BEGIN

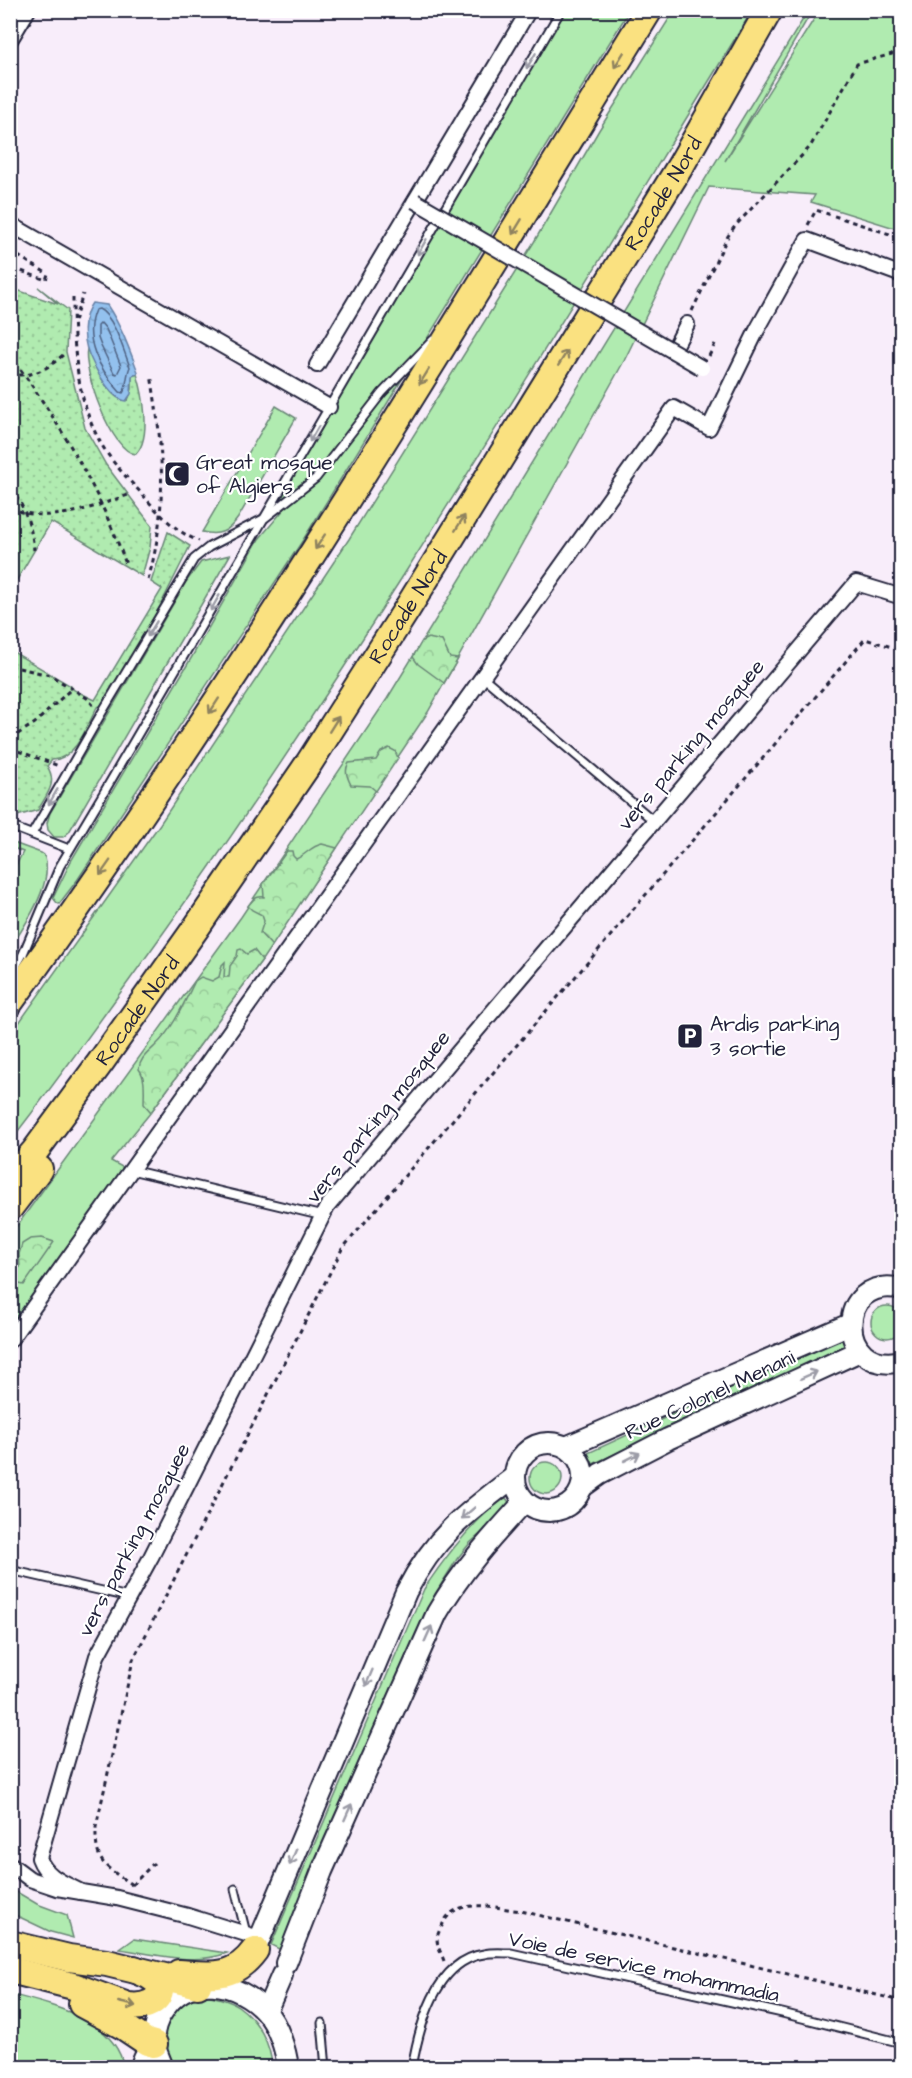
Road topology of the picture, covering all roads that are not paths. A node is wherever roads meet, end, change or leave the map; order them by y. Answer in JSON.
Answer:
{"nodes":[{"id":1,"x":28,"y":10,"type":"edge"},
{"id":2,"x":529,"y":10,"type":"edge"},
{"id":3,"x":561,"y":10,"type":"edge"},
{"id":4,"x":649,"y":10,"type":"edge"},
{"id":5,"x":769,"y":10,"type":"edge"},
{"id":6,"x":785,"y":10,"type":"edge"},
{"id":7,"x":10,"y":40,"type":"edge"},
{"id":8,"x":668,"y":186,"type":"junction"},
{"id":9,"x":415,"y":201,"type":"junction"},
{"id":10,"x":10,"y":224,"type":"edge"},
{"id":11,"x":902,"y":275,"type":"edge"},
{"id":12,"x":477,"y":292,"type":"junction"},
{"id":13,"x":687,"y":324,"type":"road end"},
{"id":14,"x":673,"y":351,"type":"junction"},
{"id":15,"x":317,"y":365,"type":"dead end"},
{"id":16,"x":702,"y":368,"type":"dead end"},
{"id":17,"x":329,"y":407,"type":"junction"},
{"id":18,"x":265,"y":518,"type":"junction"},
{"id":19,"x":204,"y":542,"type":"road end"},
{"id":20,"x":218,"y":544,"type":"junction"},
{"id":21,"x":902,"y":597,"type":"edge"},
{"id":22,"x":483,"y":677,"type":"junction"},
{"id":23,"x":309,"y":763,"type":"junction"},
{"id":24,"x":654,"y":821,"type":"junction"},
{"id":25,"x":14,"y":828,"type":"edge"},
{"id":26,"x":32,"y":834,"type":"junction"},
{"id":27,"x":69,"y":849,"type":"junction"},
{"id":28,"x":10,"y":975,"type":"edge"},
{"id":29,"x":10,"y":1002,"type":"edge"},
{"id":30,"x":131,"y":1170,"type":"junction"},
{"id":31,"x":10,"y":1180,"type":"edge"},
{"id":32,"x":10,"y":1207,"type":"edge"},
{"id":33,"x":323,"y":1216,"type":"junction"},
{"id":34,"x":902,"y":1289,"type":"edge"},
{"id":35,"x":850,"y":1324,"type":"junction"},
{"id":36,"x":10,"y":1340,"type":"edge"},
{"id":37,"x":861,"y":1352,"type":"junction"},
{"id":38,"x":902,"y":1361,"type":"edge"},
{"id":39,"x":566,"y":1447,"type":"junction"},
{"id":40,"x":514,"y":1477,"type":"junction"},
{"id":41,"x":582,"y":1487,"type":"junction"},
{"id":42,"x":524,"y":1502,"type":"junction"},
{"id":43,"x":10,"y":1570,"type":"edge"},
{"id":44,"x":129,"y":1597,"type":"junction"},
{"id":45,"x":10,"y":1864,"type":"edge"},
{"id":46,"x":235,"y":1889,"type":"dead end"},
{"id":47,"x":81,"y":1892,"type":"junction"},
{"id":48,"x":10,"y":1927,"type":"edge"},
{"id":49,"x":10,"y":1944,"type":"edge"},
{"id":50,"x":252,"y":1946,"type":"junction"},
{"id":51,"x":107,"y":1963,"type":"junction"},
{"id":52,"x":134,"y":1969,"type":"junction"},
{"id":53,"x":14,"y":1974,"type":"edge"},
{"id":54,"x":55,"y":1981,"type":"junction"},
{"id":55,"x":198,"y":1985,"type":"junction"},
{"id":56,"x":237,"y":1992,"type":"junction"},
{"id":57,"x":266,"y":2012,"type":"junction"},
{"id":58,"x":101,"y":2013,"type":"junction"},
{"id":59,"x":322,"y":2023,"type":"dead end"},
{"id":60,"x":902,"y":2043,"type":"edge"},
{"id":61,"x":155,"y":2045,"type":"junction"},
{"id":62,"x":141,"y":2067,"type":"edge"},
{"id":63,"x":163,"y":2067,"type":"edge"},
{"id":64,"x":288,"y":2067,"type":"edge"},
{"id":65,"x":326,"y":2067,"type":"edge"},
{"id":66,"x":412,"y":2067,"type":"edge"}],
"edges":[{"from":1,"to":7,"type":"street"},
{"from":2,"to":9,"type":"street"},
{"from":3,"to":17,"type":"lane","one_way":true},
{"from":4,"to":12,"type":"highway","one_way":true},
{"from":5,"to":8,"type":"highway","name":"Rocade Nord"},
{"from":6,"to":8,"type":"highway"},
{"from":23,"to":8,"type":"highway","name":"Rocade Nord","one_way":true},
{"from":9,"to":14,"type":"street","bridge":true},
{"from":9,"to":15,"type":"street"},
{"from":10,"to":17,"type":"street"},
{"from":11,"to":22,"type":"street"},
{"from":12,"to":18,"type":"lane"},
{"from":12,"to":29,"type":"highway","one_way":true},
{"from":13,"to":14,"type":"street"},
{"from":14,"to":16,"type":"street","bridge":true},
{"from":17,"to":18,"type":"lane","one_way":true},
{"from":18,"to":20,"type":"lane"},
{"from":18,"to":27,"type":"lane","one_way":true},
{"from":19,"to":20,"type":"lane"},
{"from":20,"to":26,"type":"lane","one_way":true},
{"from":21,"to":24,"type":"street","name":"vers parking mosquee"},
{"from":22,"to":24,"type":"lane"},
{"from":22,"to":30,"type":"street"},
{"from":23,"to":31,"type":"highway","name":"Rocade Nord"},
{"from":23,"to":32,"type":"highway"},
{"from":24,"to":33,"type":"street","name":"vers parking mosquee"},
{"from":25,"to":26,"type":"lane"},
{"from":26,"to":27,"type":"lane"},
{"from":27,"to":28,"type":"lane"},
{"from":30,"to":33,"type":"lane"},
{"from":30,"to":36,"type":"street"},
{"from":33,"to":44,"type":"street","name":"vers parking mosquee"},
{"from":34,"to":35,"type":"street"},
{"from":35,"to":37,"type":"street"},
{"from":35,"to":39,"type":"street","name":"Rue Colonel Menani"},
{"from":37,"to":38,"type":"street"},
{"from":41,"to":37,"type":"street","name":"Rue Colonel Menani","one_way":true},
{"from":39,"to":40,"type":"street"},
{"from":39,"to":41,"type":"street"},
{"from":40,"to":42,"type":"street"},
{"from":40,"to":50,"type":"street","one_way":true},
{"from":41,"to":42,"type":"street"},
{"from":57,"to":42,"type":"street","one_way":true},
{"from":43,"to":44,"type":"lane"},
{"from":44,"to":47,"type":"street","name":"vers parking mosquee"},
{"from":45,"to":47,"type":"street","name":"vers parking mosquee"},
{"from":46,"to":50,"type":"lane"},
{"from":47,"to":50,"type":"street","name":"vers parking mosquee"},
{"from":48,"to":51,"type":"highway"},
{"from":49,"to":51,"type":"highway"},
{"from":50,"to":52,"type":"highway"},
{"from":50,"to":56,"type":"street"},
{"from":51,"to":52,"type":"highway"},
{"from":54,"to":52,"type":"highway","one_way":true},
{"from":52,"to":55,"type":"highway"},
{"from":53,"to":54,"type":"highway"},
{"from":53,"to":58,"type":"highway"},
{"from":54,"to":58,"type":"highway"},
{"from":55,"to":56,"type":"street"},
{"from":55,"to":61,"type":"street"},
{"from":56,"to":57,"type":"street"},
{"from":57,"to":64,"type":"street"},
{"from":58,"to":61,"type":"highway"},
{"from":59,"to":65,"type":"lane"},
{"from":60,"to":66,"type":"lane","name":"Voie de service mohammadia"},
{"from":61,"to":62,"type":"street"},
{"from":61,"to":63,"type":"street"}]}
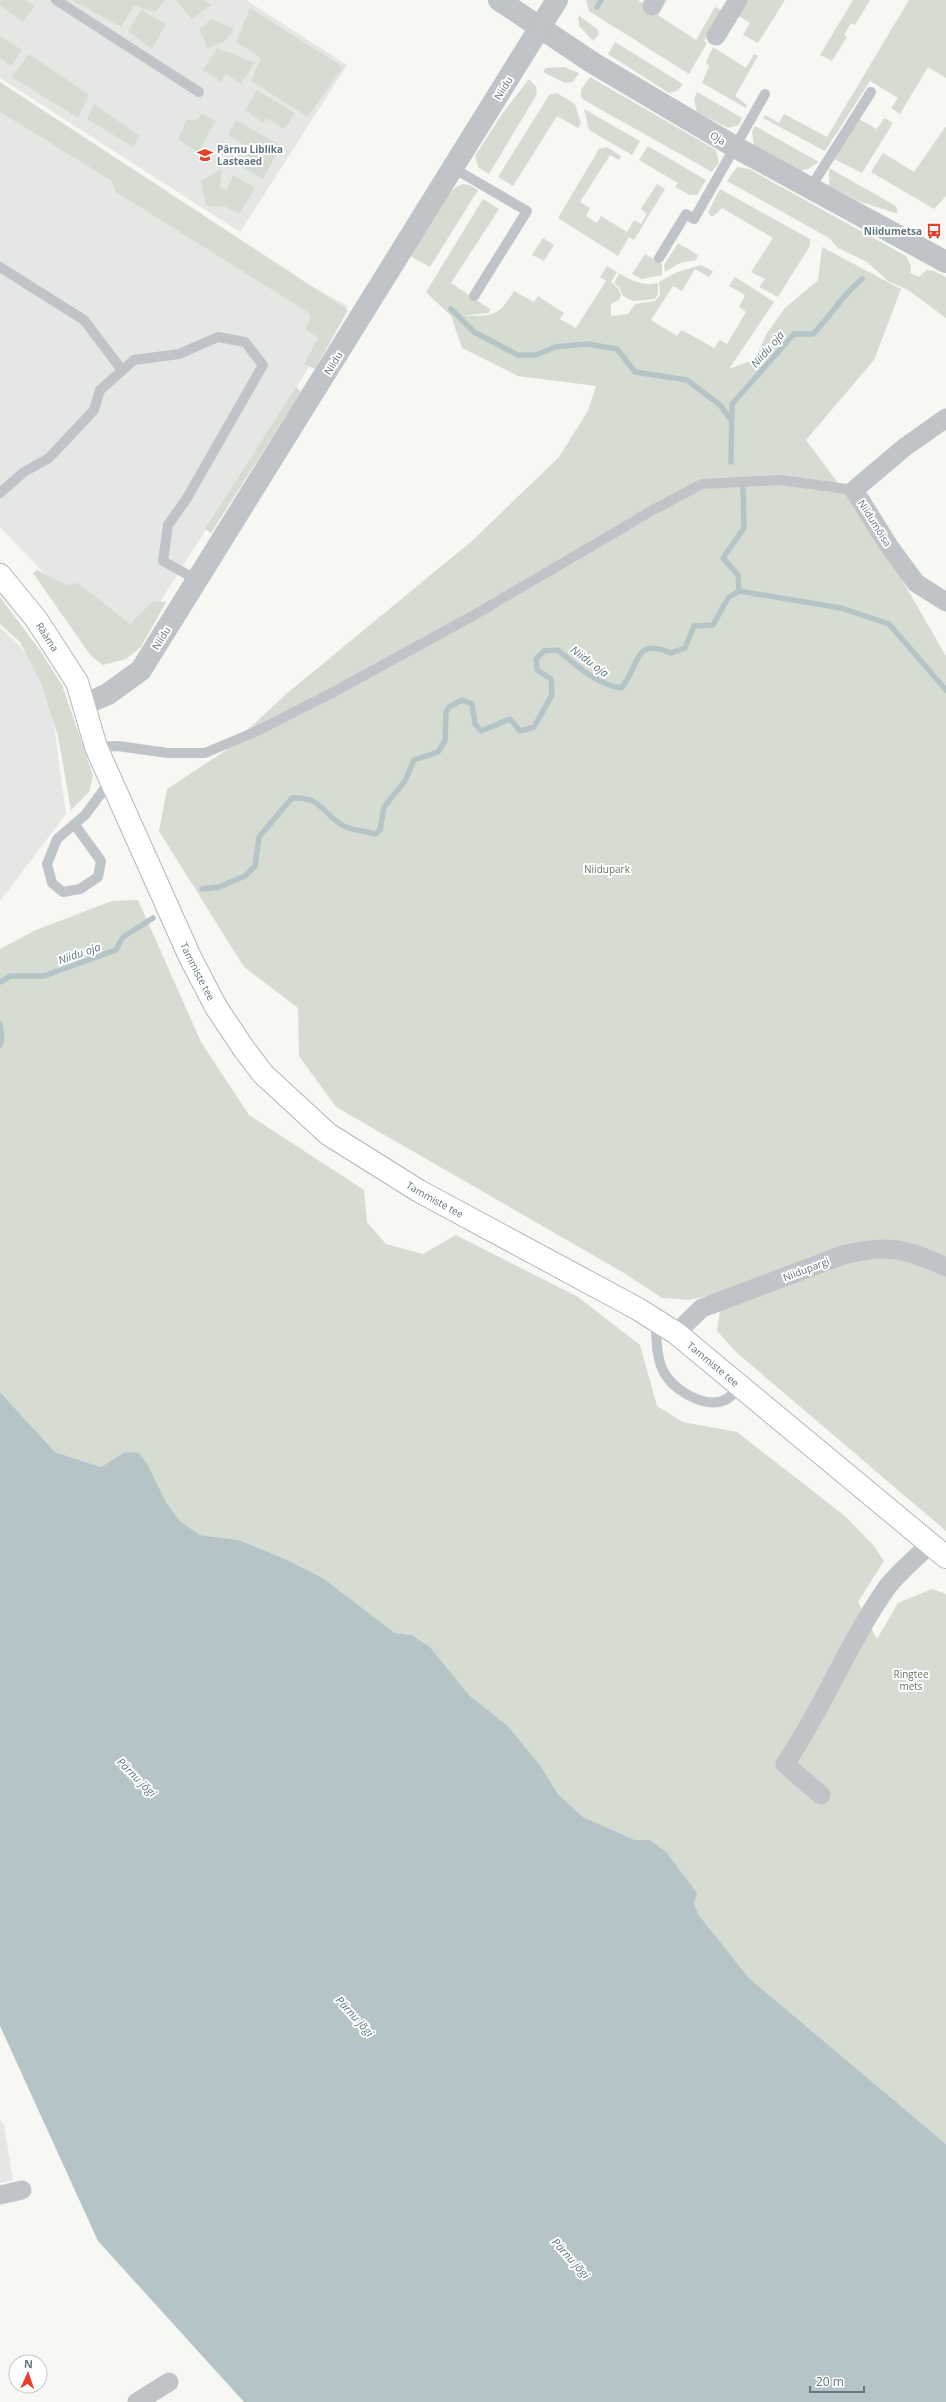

END

What you should do: Say how many lines of the data hold the word "name", and leave out everything but the number.

Response to this task: 12